The Knowledge Graph is the backbone of Renku. It is currently in beta and is used to record and query the relationships between data and code. In the future we will also use the Knowledge Graph to store and retrieve metadata and to provide search functionality. See the Renku Workflows and Provenance section for a high-level description. A simple Knowledge Graph in the current Renku web user interface looks something like this:

../_images/kg_example.png

Generation

Every time you use the renku run command we record some information about the inputs, the outputs, and the actual execution of your script. While you are working in your repository this information is simply stored in your project and accessible via tools like the renku log command. However, as soon as the project is pushed to the server, the commits are interpreted by the graph service and the data is fed into the database holding the Knowledge Graph. This happens automatically and there is no action required on your part, apart from activating the Knowledge Graph integration.

Activation

The Knowledge Graph is activated by default on all new Public or Internal projects. On projects that were in place before this feature was released, the user is prompted to enable the integration via a pop-up button:

../_images/kg_activation.png

For Private projects, there is an option to opt-out of the Knowledge Graph, if you do not want your metadata to be able to be queried without access.

../_images/kg_opt_out.png

You can then turn on Knowledge Graph integration at a later time if you wish.

../_images/kg_turn_on.png

File Lineage Display

To see the current provenance information of any file in your project, select the file in your file browser and click either the Lineage View drop down

../_images/kg_lineage_view1.png

or the graph icon on the right-hand side of the file preview pane:

../_images/kg_lineage_view2.png

Private Projects

In short: if you enable the Knowledge Graph integration on a private project, the metadata about your project will become publicly accessible. Important: your data is in no way affected by this - the contents of your project are still private. What is metadata then? Things like filenames, paths within the project, people working on the project, project directory structure etc. This is especially true if your private project references a public project - a lineage query will reveal the workflow steps taken within your private project using the public data.

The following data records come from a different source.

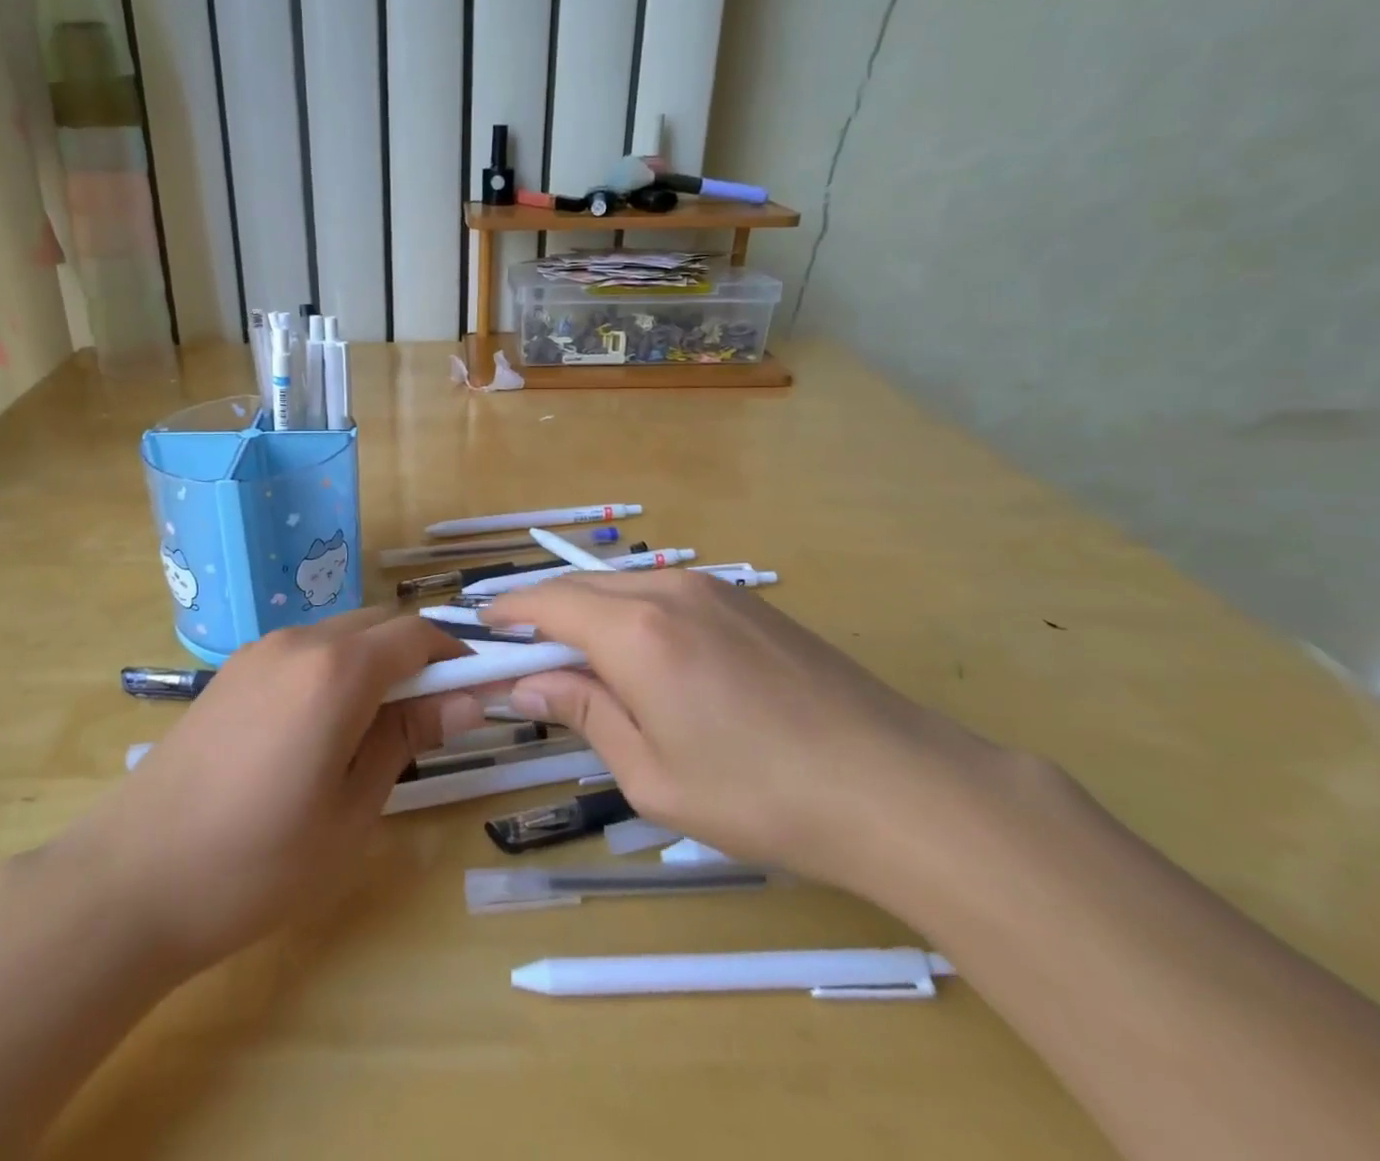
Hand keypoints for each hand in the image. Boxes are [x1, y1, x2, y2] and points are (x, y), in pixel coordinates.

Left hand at [57, 610, 479, 978]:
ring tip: (375, 728)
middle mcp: (300, 641)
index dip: (455, 655)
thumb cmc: (258, 861)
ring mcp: (259, 652)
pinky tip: (321, 727)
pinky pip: (303, 652)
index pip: (417, 635)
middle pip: (379, 625)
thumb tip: (467, 698)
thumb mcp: (353, 808)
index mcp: (337, 670)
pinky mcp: (232, 671)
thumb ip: (409, 736)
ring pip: (340, 634)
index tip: (476, 690)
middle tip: (431, 716)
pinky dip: (333, 669)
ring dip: (373, 662)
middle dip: (416, 656)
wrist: (131, 880)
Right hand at [485, 572, 999, 894]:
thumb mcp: (652, 775)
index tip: (481, 628)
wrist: (897, 784)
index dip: (509, 611)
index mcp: (635, 631)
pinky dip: (632, 612)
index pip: (548, 603)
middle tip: (523, 649)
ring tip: (578, 655)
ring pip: (626, 585)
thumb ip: (585, 713)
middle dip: (544, 611)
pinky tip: (644, 654)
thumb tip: (528, 683)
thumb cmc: (760, 794)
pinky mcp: (748, 602)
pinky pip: (667, 593)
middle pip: (583, 585)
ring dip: (590, 610)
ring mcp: (714, 590)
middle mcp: (668, 591)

If sharing this level of metadata is not acceptable to you, then please do not enable the Knowledge Graph integration for now. For new private projects, you will be given an option when creating the project whether to enable the Graph or not. If you choose not to do so initially, you can change your mind later and we will happily add the project to the Graph for you. However, while possible, removing a project completely from the Graph is not easily supported at the moment. We are working on providing comprehensive access control on the graph queries that traverse projects, but at this stage they are not yet implemented.